The Iron Ministry Dir. J.P. Sniadecki

[Cinder Films; 2014]

Styles: ethnographic documentary, cinema verite, experimental
Others: People’s Park, Yumen, Leviathan (2012)

In spite of all the heavy industrial landscapes, the loud, crammed, and occasionally frenzied trains, the documentary The Iron Ministry is surprisingly minimalistic and stripped down of any narrative, even for the standards of ethnographic cinema. Director J.P. Sniadecki has worked a few times alongside Harvard’s Sensory Ethnography Lab, an experimental ethnographic cinema collective under the direction of Lucien Castaing-Taylor (one of the creators behind TMT favorite Leviathan). According to their own (also minimalistic) website, the SEL “opposes the traditions of art that are not deeply infused with the real, those of documentary that are derived from broadcast journalism, and those of visual anthropology that mimic the discursive inclinations of their mother discipline.” These aims also describe Sniadecki’s new film, which was shot over the course of three years inside the trains the director traveled on throughout China.

This is not Sniadecki’s first foray into Chinese culture, with two prior examples being 2012’s People’s Park, a single-shot documentary about a park in Chengdu, China, and 2013’s Yumen. The way passengers stare at the screen and the brief moments when the director himself engages with those behind his camera, inquiring about the train system or some particular aspect of the subjects’ lives, makes clear that Sniadecki is an outsider. This creates an interesting childlike naivety that’s also underscored by the editing, which weaves different trains’ journeys into a single voyage, allowing the viewer to continuously marvel the new environment. It becomes clear that Sniadecki is fascinated by Chinese life and culture, and his loose narrative allows us to submerge ourselves in his images and eavesdrop on the occasional chitchat.

One could argue that direct cinema is one of the most ambiguous documentary formats. This holds especially true for a film like The Iron Ministry, which leaves the viewer at their own discretion to focus on several potential aspects of the environment it portrays. We see and listen to frequent conversations between passengers about work and how so many of them seem to be emigrating. Two women talk about horrible conditions in factories and yearn for something better. Another young woman is travelling for the promise of love. Others just seem to be appreciating the view or killing time socializing and smoking with fellow passengers. Class division is also present in Sniadecki’s film, as crowded noisy trains are in contrast with clean, fast first class wagons. For me, watching The Iron Ministry was a very subjective experience: I turned inward my own life, remembering some years back when I practically had three different homes in three different cities and spent a large portion of my time inside buses, on the late night highways.

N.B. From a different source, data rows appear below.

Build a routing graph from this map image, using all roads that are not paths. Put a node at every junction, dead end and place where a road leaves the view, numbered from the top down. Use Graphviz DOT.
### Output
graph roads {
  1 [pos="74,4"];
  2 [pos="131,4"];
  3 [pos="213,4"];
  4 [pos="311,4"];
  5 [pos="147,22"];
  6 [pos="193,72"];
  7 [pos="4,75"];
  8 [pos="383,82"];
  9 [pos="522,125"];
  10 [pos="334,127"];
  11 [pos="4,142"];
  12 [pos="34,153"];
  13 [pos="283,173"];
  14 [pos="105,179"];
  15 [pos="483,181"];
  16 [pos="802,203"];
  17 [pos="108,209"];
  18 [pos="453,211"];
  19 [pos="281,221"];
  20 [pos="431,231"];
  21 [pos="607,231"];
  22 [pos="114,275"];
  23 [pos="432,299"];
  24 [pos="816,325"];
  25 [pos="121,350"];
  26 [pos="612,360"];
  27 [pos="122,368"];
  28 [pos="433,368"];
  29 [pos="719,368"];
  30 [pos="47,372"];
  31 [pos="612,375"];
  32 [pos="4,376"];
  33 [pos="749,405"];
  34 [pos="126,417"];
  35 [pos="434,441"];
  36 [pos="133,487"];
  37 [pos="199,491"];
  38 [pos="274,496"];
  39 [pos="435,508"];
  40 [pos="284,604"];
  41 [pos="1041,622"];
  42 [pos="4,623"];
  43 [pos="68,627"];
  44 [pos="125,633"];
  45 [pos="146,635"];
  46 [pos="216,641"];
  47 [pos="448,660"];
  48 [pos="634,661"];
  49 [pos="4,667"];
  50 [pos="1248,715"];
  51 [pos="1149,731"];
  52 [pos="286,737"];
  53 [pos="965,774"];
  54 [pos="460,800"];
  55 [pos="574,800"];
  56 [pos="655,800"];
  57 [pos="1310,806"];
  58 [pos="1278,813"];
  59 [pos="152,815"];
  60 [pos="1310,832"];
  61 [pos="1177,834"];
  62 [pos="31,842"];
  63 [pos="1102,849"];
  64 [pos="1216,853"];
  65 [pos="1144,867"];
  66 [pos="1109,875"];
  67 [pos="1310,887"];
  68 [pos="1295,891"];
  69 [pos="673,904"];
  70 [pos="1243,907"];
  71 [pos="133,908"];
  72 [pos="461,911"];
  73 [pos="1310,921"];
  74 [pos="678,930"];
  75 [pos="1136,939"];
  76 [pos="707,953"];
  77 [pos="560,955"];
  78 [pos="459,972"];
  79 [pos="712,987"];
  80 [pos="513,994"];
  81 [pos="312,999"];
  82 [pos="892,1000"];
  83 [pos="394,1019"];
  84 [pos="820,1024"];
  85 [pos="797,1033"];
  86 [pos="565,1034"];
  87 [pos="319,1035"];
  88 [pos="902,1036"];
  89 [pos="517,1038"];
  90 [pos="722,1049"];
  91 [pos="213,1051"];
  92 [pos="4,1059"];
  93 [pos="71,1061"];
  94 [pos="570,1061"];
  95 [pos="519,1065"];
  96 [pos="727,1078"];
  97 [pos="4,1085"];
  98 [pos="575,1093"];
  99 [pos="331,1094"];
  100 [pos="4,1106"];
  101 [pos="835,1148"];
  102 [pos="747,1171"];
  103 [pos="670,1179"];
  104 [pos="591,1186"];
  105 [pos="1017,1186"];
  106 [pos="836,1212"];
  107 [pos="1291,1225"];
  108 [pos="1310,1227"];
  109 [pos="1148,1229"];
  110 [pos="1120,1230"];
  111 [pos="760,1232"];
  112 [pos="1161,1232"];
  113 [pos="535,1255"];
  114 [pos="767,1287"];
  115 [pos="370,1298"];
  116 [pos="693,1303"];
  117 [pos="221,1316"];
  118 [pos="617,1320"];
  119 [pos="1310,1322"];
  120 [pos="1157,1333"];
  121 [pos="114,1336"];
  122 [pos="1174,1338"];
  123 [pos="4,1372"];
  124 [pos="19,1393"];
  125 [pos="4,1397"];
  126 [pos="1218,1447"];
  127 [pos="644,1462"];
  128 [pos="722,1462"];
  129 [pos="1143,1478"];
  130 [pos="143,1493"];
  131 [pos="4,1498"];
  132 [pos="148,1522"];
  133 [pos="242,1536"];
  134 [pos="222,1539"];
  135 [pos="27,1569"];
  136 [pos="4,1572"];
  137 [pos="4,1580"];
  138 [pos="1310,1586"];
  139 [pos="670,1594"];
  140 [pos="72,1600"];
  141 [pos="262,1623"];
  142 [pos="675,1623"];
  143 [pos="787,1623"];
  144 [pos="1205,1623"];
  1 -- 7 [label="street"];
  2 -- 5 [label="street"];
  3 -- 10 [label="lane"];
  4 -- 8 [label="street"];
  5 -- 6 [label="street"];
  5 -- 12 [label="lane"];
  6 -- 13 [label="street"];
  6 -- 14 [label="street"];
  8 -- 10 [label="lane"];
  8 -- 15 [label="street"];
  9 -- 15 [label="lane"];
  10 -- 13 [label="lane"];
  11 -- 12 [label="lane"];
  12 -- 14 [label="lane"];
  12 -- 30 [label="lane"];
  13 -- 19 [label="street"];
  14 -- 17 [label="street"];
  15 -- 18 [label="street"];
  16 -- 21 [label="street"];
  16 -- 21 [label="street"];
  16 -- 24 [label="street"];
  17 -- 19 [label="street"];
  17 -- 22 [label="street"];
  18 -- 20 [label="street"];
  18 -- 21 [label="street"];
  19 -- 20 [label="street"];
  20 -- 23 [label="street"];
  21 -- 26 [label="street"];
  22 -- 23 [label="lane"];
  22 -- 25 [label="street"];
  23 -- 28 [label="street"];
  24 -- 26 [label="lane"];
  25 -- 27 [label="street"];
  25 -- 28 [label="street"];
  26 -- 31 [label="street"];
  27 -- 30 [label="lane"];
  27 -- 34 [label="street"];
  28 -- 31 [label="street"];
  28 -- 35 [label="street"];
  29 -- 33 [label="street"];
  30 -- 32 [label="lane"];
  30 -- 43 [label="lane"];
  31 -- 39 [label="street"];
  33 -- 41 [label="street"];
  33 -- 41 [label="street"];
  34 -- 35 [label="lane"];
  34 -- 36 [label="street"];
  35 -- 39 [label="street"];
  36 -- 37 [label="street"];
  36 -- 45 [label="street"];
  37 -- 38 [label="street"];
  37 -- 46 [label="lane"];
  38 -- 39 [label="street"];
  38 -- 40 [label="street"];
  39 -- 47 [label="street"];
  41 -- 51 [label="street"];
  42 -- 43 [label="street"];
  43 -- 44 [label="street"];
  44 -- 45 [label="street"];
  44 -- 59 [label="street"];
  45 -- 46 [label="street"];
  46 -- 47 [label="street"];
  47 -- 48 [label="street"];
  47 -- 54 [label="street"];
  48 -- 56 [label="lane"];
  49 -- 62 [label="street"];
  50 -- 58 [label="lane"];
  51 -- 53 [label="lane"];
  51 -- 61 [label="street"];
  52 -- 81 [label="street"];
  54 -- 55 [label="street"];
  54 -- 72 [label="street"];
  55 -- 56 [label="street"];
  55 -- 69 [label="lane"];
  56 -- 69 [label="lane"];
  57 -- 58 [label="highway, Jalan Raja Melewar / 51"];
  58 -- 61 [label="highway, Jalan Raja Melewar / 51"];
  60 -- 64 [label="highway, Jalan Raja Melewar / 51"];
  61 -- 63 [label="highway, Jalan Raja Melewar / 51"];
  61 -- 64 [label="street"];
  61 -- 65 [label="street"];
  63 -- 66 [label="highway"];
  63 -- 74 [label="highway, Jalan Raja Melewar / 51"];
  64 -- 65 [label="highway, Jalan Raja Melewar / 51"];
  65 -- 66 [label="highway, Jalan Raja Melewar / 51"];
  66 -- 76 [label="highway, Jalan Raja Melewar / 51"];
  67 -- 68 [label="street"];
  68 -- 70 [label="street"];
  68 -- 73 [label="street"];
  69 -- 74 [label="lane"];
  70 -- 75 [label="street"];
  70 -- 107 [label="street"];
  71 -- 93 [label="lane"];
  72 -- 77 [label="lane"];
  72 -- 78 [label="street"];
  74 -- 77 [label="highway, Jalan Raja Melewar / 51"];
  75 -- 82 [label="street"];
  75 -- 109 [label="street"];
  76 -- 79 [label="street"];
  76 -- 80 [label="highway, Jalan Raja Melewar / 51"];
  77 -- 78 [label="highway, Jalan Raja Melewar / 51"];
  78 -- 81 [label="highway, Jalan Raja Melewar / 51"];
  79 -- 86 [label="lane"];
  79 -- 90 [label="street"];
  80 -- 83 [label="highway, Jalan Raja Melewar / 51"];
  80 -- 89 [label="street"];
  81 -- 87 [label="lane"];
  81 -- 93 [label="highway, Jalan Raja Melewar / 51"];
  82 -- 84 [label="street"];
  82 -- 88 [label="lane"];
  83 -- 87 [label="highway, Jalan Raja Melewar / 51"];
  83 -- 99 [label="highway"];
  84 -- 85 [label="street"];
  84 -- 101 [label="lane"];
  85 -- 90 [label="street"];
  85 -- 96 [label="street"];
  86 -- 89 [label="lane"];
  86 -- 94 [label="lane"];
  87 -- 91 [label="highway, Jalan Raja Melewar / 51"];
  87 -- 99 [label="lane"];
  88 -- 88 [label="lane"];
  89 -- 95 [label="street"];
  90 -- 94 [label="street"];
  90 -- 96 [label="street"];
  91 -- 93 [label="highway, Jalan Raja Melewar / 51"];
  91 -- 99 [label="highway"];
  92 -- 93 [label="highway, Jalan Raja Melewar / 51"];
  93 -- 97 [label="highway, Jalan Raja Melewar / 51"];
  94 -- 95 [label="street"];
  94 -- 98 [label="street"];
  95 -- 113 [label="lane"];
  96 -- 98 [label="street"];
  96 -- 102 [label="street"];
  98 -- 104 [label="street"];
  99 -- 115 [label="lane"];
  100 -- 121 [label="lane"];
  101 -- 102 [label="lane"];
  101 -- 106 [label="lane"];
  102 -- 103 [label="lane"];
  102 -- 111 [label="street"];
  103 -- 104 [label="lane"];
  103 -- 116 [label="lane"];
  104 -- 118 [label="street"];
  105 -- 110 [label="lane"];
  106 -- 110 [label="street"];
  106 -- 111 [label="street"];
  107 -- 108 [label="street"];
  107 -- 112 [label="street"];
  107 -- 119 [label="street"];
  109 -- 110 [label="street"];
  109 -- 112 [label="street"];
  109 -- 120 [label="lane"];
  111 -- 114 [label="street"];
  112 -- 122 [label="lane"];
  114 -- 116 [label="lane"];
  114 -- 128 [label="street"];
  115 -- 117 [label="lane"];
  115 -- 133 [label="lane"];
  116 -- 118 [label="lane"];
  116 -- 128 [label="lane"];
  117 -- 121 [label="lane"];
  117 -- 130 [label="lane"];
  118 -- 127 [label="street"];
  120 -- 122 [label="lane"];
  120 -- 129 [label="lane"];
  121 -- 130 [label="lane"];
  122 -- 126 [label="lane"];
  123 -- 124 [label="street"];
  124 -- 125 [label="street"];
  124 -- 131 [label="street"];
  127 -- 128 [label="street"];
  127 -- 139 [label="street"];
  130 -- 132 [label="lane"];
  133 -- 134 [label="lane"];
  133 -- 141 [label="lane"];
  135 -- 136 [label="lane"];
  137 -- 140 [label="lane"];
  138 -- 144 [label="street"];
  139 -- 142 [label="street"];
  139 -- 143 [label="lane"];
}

However, The Iron Ministry is not a dialogue-driven documentary, either. In effect, the human element only makes itself present 20 minutes into the film, when we hear and see a Chinese child speaking directly for and at the camera, mockingly impersonating the train operator’s service announcement. Much like a travelogue, every part of the environment — including the physical space of the train cars themselves — is new and potentially interesting to the outsider in a film clearly designed with a non-Chinese audience in mind.

While The Iron Ministry is not for everyone, that does not mean this travelogue’s concerns are purely academic or formal. That leads me to my one complaint about the film, which is an old one directed at ethnographic cinema as a whole. The films in this genre are very hard to get a hold of, and are often inaccessible even to the most diehard documentary fan — let alone for the curious broadminded individual or the average humanities student. They remain limited to academic circles and usually unaffordable to the individual consumer: People’s Park, for example, can only be bought institutionally for the hefty sum of $350, or $125 for a classroom rental. There’s barely enough audience for this style of cinema as it is. It’s long overdue that academia got aboard with the current times and new forms of popular distribution.